▶ _Records supplied_:
[Start of Attachment]
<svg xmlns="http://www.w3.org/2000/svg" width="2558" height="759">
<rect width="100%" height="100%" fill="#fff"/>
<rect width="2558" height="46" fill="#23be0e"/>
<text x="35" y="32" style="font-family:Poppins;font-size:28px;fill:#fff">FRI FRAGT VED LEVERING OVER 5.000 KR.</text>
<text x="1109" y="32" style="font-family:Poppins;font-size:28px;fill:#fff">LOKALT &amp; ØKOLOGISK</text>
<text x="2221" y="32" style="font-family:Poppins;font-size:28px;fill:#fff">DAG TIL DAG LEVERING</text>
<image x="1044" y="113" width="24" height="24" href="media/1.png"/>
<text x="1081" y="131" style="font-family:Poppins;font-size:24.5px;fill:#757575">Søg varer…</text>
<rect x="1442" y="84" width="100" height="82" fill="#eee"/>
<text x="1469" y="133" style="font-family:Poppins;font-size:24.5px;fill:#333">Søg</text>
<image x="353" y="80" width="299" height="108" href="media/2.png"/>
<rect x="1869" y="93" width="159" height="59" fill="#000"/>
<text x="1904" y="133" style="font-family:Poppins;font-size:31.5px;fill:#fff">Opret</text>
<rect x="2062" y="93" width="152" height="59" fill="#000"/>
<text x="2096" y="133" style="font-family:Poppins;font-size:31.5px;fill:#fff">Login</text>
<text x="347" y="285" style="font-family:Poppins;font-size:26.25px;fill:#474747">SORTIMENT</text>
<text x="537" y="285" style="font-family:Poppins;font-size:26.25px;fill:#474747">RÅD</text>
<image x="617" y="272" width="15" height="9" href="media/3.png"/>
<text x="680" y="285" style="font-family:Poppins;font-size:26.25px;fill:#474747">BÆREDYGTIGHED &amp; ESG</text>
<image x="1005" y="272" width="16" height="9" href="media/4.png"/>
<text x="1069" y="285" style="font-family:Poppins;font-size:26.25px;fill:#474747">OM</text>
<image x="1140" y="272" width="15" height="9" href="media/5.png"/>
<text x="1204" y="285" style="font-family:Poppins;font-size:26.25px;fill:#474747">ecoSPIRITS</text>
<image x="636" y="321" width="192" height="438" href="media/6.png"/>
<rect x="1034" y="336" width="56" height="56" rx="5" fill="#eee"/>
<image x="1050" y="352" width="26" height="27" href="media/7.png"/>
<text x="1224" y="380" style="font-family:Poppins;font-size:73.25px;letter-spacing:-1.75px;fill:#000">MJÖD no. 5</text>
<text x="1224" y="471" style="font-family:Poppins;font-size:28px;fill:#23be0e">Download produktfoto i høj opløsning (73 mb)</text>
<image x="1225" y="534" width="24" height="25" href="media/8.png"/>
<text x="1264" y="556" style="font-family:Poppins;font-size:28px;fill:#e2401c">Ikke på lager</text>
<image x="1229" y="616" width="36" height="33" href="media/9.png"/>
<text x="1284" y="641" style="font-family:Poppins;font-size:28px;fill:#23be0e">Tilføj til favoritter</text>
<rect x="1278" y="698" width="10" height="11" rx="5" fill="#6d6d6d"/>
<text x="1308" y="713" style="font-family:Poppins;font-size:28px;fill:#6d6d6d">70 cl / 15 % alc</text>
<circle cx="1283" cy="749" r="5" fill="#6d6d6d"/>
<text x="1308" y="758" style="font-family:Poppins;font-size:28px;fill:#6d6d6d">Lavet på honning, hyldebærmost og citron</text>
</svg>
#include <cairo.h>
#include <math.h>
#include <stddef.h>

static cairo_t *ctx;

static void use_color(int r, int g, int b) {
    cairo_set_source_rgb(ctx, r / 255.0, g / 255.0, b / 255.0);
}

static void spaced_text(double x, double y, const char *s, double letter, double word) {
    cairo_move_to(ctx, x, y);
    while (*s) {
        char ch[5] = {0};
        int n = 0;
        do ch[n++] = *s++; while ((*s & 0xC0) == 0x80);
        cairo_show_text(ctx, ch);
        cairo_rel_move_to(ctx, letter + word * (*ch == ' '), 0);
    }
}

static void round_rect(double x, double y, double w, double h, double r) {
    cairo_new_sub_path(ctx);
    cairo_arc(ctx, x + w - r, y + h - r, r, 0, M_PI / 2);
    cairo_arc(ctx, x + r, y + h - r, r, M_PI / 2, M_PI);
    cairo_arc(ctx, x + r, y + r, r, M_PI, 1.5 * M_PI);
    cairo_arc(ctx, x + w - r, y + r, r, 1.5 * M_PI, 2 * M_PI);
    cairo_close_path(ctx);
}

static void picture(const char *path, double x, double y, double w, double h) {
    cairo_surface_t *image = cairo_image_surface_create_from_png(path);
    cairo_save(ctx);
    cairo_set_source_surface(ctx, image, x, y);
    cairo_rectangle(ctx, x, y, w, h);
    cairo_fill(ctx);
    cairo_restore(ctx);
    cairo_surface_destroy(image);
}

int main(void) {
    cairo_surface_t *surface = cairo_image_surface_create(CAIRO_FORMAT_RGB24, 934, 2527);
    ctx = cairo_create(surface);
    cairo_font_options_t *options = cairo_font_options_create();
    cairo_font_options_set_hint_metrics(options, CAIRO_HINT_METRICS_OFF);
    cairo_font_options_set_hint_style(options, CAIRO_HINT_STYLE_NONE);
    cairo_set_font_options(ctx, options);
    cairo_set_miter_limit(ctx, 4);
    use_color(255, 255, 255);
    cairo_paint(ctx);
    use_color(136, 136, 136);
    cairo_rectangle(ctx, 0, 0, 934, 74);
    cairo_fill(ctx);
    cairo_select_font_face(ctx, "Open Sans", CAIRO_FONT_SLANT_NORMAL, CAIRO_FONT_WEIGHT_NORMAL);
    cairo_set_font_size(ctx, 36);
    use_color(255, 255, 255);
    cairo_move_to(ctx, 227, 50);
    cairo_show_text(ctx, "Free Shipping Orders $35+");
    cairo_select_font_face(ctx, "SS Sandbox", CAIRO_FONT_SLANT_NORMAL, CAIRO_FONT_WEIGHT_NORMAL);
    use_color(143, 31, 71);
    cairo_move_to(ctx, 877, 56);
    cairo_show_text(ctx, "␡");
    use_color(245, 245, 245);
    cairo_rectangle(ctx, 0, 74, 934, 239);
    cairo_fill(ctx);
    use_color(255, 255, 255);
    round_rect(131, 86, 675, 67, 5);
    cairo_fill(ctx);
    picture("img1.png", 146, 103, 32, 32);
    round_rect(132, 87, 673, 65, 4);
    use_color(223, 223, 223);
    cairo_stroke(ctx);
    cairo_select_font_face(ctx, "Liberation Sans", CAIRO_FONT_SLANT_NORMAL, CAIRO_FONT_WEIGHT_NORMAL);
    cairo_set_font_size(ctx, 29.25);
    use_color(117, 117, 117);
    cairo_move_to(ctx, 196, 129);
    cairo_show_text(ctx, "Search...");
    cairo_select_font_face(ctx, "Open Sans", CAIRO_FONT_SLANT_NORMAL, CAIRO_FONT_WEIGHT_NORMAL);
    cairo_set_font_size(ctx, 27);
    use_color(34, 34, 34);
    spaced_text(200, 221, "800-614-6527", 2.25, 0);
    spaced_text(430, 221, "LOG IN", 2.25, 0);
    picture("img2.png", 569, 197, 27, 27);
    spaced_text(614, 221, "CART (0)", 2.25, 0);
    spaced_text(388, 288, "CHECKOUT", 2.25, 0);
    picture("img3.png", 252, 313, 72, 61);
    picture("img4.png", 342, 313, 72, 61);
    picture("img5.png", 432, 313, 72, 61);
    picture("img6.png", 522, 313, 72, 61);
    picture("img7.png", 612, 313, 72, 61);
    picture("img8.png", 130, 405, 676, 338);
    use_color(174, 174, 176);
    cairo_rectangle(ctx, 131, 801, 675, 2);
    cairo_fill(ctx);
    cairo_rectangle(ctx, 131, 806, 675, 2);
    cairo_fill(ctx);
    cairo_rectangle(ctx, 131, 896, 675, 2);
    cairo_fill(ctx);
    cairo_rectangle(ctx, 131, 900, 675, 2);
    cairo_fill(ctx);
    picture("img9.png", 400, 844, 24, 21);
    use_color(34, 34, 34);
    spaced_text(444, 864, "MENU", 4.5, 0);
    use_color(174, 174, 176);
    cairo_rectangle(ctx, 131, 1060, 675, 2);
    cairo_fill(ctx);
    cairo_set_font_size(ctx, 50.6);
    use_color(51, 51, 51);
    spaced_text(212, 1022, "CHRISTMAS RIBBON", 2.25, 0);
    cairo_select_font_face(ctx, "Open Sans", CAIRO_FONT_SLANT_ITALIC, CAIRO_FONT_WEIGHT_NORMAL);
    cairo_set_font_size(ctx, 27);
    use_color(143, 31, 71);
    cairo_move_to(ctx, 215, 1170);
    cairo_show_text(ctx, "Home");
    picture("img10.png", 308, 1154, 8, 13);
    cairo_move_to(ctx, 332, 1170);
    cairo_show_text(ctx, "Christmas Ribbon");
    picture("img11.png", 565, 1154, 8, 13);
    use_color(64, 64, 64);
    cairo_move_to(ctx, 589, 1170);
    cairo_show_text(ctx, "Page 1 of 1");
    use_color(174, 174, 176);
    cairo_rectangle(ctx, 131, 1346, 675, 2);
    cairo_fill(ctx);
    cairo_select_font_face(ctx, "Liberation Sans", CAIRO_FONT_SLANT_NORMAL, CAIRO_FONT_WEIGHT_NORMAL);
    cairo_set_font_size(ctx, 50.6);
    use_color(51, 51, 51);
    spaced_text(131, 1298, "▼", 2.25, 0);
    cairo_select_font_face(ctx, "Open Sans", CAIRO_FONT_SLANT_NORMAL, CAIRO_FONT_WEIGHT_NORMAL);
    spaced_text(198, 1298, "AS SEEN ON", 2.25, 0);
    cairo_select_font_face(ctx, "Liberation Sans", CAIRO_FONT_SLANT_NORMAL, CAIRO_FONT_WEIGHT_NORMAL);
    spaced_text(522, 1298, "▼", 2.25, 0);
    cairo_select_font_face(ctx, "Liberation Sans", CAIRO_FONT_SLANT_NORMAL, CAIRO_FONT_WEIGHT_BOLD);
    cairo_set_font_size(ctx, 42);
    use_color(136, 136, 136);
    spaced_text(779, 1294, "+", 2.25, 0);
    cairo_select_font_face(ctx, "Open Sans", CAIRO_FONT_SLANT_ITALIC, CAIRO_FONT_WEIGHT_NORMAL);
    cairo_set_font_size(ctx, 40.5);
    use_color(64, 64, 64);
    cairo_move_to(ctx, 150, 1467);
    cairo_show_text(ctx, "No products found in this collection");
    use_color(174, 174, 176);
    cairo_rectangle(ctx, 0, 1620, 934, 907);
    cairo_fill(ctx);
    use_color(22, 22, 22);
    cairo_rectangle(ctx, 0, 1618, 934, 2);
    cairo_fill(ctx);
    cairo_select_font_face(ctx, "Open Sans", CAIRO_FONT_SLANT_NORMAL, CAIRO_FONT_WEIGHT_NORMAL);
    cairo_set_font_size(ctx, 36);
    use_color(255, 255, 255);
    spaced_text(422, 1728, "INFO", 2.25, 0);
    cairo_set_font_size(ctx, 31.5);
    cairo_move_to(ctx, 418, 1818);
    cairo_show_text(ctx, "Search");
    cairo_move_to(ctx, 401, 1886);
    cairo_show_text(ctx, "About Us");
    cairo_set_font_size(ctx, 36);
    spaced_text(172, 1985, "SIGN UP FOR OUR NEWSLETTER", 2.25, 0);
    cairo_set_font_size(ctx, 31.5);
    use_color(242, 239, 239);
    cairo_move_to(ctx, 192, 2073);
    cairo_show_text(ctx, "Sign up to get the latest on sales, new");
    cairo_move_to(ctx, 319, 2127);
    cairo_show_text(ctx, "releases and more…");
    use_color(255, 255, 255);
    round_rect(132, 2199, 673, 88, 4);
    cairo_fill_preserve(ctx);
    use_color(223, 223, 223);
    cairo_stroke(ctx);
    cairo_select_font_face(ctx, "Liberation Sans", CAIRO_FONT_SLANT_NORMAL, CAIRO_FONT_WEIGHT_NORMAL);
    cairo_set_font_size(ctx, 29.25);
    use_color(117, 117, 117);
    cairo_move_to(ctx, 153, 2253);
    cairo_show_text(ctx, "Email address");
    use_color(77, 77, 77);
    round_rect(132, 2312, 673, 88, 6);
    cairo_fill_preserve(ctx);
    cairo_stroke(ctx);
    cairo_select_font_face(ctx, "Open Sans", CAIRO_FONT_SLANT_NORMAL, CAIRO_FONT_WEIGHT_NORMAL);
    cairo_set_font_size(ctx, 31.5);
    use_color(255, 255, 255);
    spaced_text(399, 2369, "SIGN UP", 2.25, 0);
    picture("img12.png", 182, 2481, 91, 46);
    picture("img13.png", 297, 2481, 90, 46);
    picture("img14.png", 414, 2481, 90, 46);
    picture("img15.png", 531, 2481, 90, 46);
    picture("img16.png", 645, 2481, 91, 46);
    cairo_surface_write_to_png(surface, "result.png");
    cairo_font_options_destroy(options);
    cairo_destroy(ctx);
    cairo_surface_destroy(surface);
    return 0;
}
[End of Attachment]
Copy word for word the stretch of entries above from the line that has "static void round_rect(double" through the line that has "cairo_font_options_t *options = cairo_font_options_create();", both ends included, and nothing outside it.

▶ _Task response_:
static void round_rect(double x, double y, double w, double h, double r) {
    cairo_new_sub_path(ctx);
    cairo_arc(ctx, x + w - r, y + h - r, r, 0, M_PI / 2);
    cairo_arc(ctx, x + r, y + h - r, r, M_PI / 2, M_PI);
    cairo_arc(ctx, x + r, y + r, r, M_PI, 1.5 * M_PI);
    cairo_arc(ctx, x + w - r, y + r, r, 1.5 * M_PI, 2 * M_PI);
    cairo_close_path(ctx);
}

static void picture(const char *path, double x, double y, double w, double h) {
    cairo_surface_t *image = cairo_image_surface_create_from_png(path);
    cairo_save(ctx);
    cairo_set_source_surface(ctx, image, x, y);
    cairo_rectangle(ctx, x, y, w, h);
    cairo_fill(ctx);
    cairo_restore(ctx);
    cairo_surface_destroy(image);
}

int main(void) {
    cairo_surface_t *surface = cairo_image_surface_create(CAIRO_FORMAT_RGB24, 934, 2527);
    ctx = cairo_create(surface);
    cairo_font_options_t *options = cairo_font_options_create();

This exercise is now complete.